┌─ Entries supplied

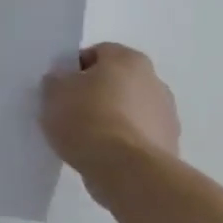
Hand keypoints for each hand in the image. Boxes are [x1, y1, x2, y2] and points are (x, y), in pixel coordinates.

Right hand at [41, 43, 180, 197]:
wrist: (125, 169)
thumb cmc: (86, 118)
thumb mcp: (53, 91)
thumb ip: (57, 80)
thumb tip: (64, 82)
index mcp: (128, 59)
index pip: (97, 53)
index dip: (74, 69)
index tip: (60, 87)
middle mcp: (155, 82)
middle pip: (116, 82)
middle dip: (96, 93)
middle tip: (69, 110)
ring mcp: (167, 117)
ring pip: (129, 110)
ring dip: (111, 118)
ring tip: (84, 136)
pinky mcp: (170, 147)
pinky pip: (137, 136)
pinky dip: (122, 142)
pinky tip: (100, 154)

└─
┌─ Entries supplied

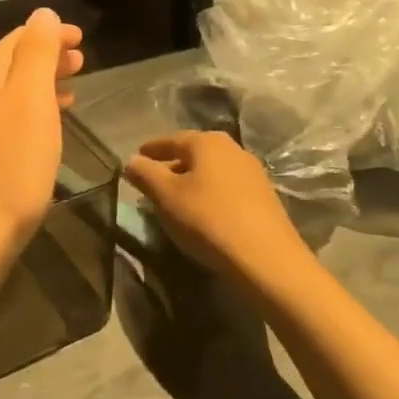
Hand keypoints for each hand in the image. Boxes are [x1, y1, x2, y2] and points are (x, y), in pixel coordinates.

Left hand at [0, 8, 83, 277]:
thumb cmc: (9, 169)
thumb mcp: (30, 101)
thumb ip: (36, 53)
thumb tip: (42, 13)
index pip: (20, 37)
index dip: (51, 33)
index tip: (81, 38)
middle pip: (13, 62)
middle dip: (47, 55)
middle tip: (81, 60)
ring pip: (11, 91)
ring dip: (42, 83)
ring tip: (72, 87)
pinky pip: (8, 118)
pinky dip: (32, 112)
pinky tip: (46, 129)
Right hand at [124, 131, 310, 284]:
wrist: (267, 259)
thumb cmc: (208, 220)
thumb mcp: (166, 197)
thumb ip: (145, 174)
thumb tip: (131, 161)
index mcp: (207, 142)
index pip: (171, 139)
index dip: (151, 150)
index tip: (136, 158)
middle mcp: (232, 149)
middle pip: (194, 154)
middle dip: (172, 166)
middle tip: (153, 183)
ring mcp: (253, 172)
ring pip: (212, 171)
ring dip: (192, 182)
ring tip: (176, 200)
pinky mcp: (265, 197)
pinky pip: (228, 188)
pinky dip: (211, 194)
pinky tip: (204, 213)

└─
┌─ Entries supplied

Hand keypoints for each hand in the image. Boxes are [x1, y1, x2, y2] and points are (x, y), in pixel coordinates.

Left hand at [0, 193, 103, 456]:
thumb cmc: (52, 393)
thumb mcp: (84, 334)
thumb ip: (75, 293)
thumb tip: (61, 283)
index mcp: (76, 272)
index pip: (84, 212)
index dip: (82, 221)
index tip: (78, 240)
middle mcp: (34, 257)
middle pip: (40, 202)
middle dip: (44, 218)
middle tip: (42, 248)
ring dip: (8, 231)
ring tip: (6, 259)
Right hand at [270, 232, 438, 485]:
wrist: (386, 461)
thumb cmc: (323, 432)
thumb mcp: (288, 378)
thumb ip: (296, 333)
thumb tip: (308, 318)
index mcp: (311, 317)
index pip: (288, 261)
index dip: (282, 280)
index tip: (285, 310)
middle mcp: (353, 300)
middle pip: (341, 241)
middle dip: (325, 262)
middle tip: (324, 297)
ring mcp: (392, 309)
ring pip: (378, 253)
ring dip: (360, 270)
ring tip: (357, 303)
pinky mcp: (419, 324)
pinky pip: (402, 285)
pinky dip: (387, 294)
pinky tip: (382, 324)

└─

__Exercise__: The expected result is a copy of each line in the records where "Right" appears.

__Exercise solution__:
Right hand at [41, 43, 180, 197]:
Right hand at [124, 131, 310, 284]:
Right hand at [270, 232, 438, 485]:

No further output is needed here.